___ SOURCE RECORDS ___

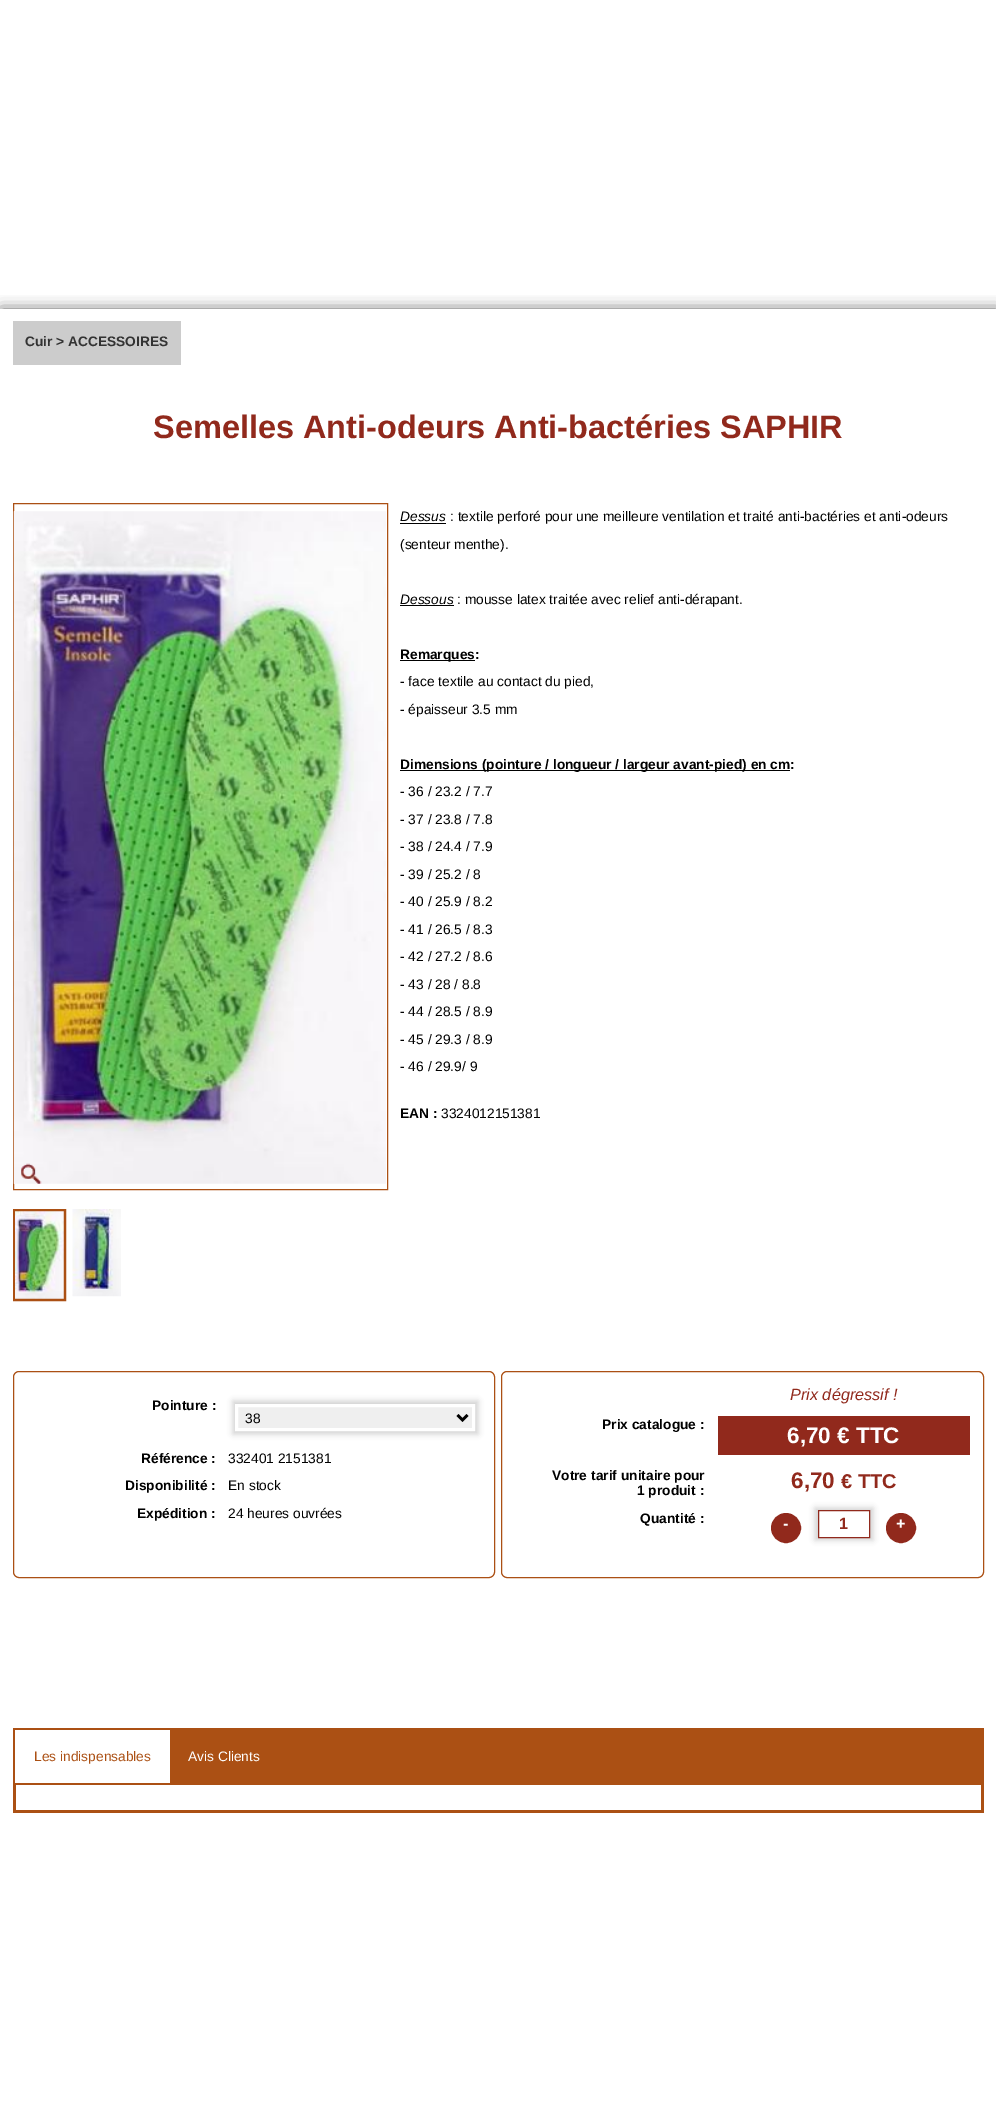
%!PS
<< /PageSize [996 2120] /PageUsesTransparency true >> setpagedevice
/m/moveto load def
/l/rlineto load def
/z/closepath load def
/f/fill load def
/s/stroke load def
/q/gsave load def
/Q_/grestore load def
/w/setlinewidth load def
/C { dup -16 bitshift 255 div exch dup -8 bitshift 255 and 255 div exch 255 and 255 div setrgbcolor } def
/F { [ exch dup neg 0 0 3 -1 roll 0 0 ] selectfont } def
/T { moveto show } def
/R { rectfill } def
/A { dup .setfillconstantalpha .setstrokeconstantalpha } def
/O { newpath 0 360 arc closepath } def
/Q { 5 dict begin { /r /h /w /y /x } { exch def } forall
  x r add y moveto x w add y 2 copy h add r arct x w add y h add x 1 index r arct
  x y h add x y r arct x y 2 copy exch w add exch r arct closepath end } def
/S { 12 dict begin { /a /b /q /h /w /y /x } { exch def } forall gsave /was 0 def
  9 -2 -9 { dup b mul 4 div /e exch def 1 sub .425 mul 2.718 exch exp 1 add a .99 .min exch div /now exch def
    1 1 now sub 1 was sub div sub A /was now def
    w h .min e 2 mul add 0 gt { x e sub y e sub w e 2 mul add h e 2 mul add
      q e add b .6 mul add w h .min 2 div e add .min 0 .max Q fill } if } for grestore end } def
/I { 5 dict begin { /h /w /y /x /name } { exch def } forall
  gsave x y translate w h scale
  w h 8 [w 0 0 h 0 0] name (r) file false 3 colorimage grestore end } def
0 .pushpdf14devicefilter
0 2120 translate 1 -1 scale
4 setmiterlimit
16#FFFFFF C
0 0 996 2120 R
q
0 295 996 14 rectclip
16#555555 C
1 310 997 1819 0 7.5 1 S
Q_
16#CCCCCC C
13 321 168 44 R
/LiberationSans-Bold 13.75 F
16#333333 C
(Cuir > ACCESSOIRES) 25 346 T
/LiberationSans-Bold 32.5 F
16#91291C C
(Semelles Anti-odeurs Anti-bactéries SAPHIR) 153 438 T
16#AB5014 C
13.5 503.5 374 686 rectstroke
(1.rgb) 13 511 373 673 I
(2.rgb) 21 1163 21 21 I
3 w
14.5 1210.5 50 89 rectstroke
(3.rgb) 15 1211 49 88 I
(4.rgb) 72 1209 49 88 I
/LiberationSans-Italic 13.75 F
16#000000 C
(Dessus) 400 521 T
400 523 46 1 R
/LiberationSans-Regular 13.75 F
(: textile perforé pour une meilleure ventilation et traité anti-bactéries et anti-odeurs) 450 521 T
(\(senteur menthe\).) 400 549 T
/LiberationSans-Italic 13.75 F
(Dessous) 400 604 T
400 605 54 1 R
/LiberationSans-Regular 13.75 F
(: mousse latex traitée avec relief anti-dérapant.) 457 604 T
400 660 75 1 R
/LiberationSans-Bold 13.75 F
(Remarques:) 400 659 T
/LiberationSans-Regular 13.75 F
(- face textile au contact du pied,) 400 686 T
(- épaisseur 3.5 mm) 400 714 T
400 770 390 1 R
/LiberationSans-Bold 13.75 F
(Dimensions \(pointure / longueur / largeur avant-pied\) en cm:) 400 769 T
/LiberationSans-Regular 13.75 F
(- 36 / 23.2 / 7.7) 400 796 T
(- 37 / 23.8 / 7.8) 400 824 T
(- 38 / 24.4 / 7.9) 400 851 T
(- 39 / 25.2 / 8) 400 879 T
(- 40 / 25.9 / 8.2) 400 906 T
(- 41 / 26.5 / 8.3) 400 934 T
(- 42 / 27.2 / 8.6) 400 961 T
(- 43 / 28 / 8.8) 400 989 T
(- 44 / 28.5 / 8.9) 400 1016 T
(- 45 / 29.3 / 8.9) 400 1044 T
(- 46 / 29.9/ 9) 400 1071 T
/LiberationSans-Bold 13.75 F
(EAN :) 400 1118 T
/LiberationSans-Regular 13.75 F
(3324012151381) 441 1118 T
16#AB5014 C
1 w
13.5 1371.5 481 206 5.5 Q s
/LiberationSans-Bold 13.75 F
16#000000 C
(Pointure :) 152 1410 T
16#CFCFCF C
233 1401 245 33 0 3 1 S
16#EFEFEF C
236.5 1405.5 m 237 0 l 0 24 l -237 0 l z q f Q_
16#FFFFFF C
3 w
s
16#000000 C
2.5 w
457.5 1415 m 5 5 l 5 -5 l s
/LiberationSans-Regular 13.75 F
(38) 245 1423 T
/LiberationSans-Bold 13.75 F
(Référence :) 141 1463 T
/LiberationSans-Regular 13.75 F
(332401 2151381) 228 1463 T
/LiberationSans-Bold 13.75 F
(Disponibilité :) 125 1490 T
/LiberationSans-Regular 13.75 F
(En stock) 228 1490 T
/LiberationSans-Bold 13.75 F
(Expédition :) 137 1518 T
/LiberationSans-Regular 13.75 F
(24 heures ouvrées) 228 1518 T
16#AB5014 C
1 w
501.5 1371.5 482 206 5.5 Q s
/LiberationSans-Italic 16.25 F
16#91291C C
(Prix dégressif !) 790 1400 T
/LiberationSans-Bold 13.75 F
16#000000 C
(Prix catalogue :) 602 1429 T
16#91291C C
718 1416 252 39 R
/LiberationSans-Bold 22.5 F
16#FFFFFF C
(6,70 € TTC) 787 1443 T
/LiberationSans-Bold 13.75 F
16#000000 C
(Votre tarif unitaire pour) 552 1480 T
(1 produit :) 637 1495 T
/LiberationSans-Bold 22.5 F
16#91291C C
(6,70) 791 1488 T
/LiberationSans-Bold 20 F
(€ TTC) 841 1488 T
/LiberationSans-Bold 13.75 F
16#000000 C
(Quantité :) 640 1523 T
16#91291C C
786 1528 13.5 O q f Q_
3 w
s
/LiberationSans-Bold 16.25 F
16#FFFFFF C
(-) 783 1529 T
16#CFCFCF C
815 1508 58 32 0 3 1 S
16#FFFFFF C
818.5 1510.5 m 51 0 l 0 27 l -51 0 l z q f Q_
16#91291C C
1 w
s
(1) 839 1529 T
901 1528 13.5 O q f Q_
3 w
s
16#FFFFFF C
(+) 896 1529 T
16#AB5014 C
13 1728 971 57 R
16#FFFFFF C
15 1730 155 53 R
/LiberationSans-Regular 13.75 F
16#AB5014 C
(Les indispensables) 34 1761 T
16#FFFFFF C
(Avis Clients) 188 1761 T
16#AB5014 C
981 1785 3 28 R
13 1810 971 3 R
13 1785 3 28 R
.poppdf14devicefilter showpage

___

* THE PROBLEM
Repeat exactly the lines from the start of the entries down to the line with "newpath 0 360", keeping both ends but none of the pictures.

* ANSWER BOX
%!PS
<< /PageSize [996 2120] /PageUsesTransparency true >> setpagedevice
/m/moveto load def
/l/rlineto load def
/z/closepath load def
/f/fill load def
/s/stroke load def
/q/gsave load def
/Q_/grestore load def
/w/setlinewidth load def
/C { dup -16 bitshift 255 div exch dup -8 bitshift 255 and 255 div exch 255 and 255 div setrgbcolor } def
/F { [ exch dup neg 0 0 3 -1 roll 0 0 ] selectfont } def
/T { moveto show } def
/R { rectfill } def
/A { dup .setfillconstantalpha .setstrokeconstantalpha } def
/O { newpath 0 360 arc closepath } def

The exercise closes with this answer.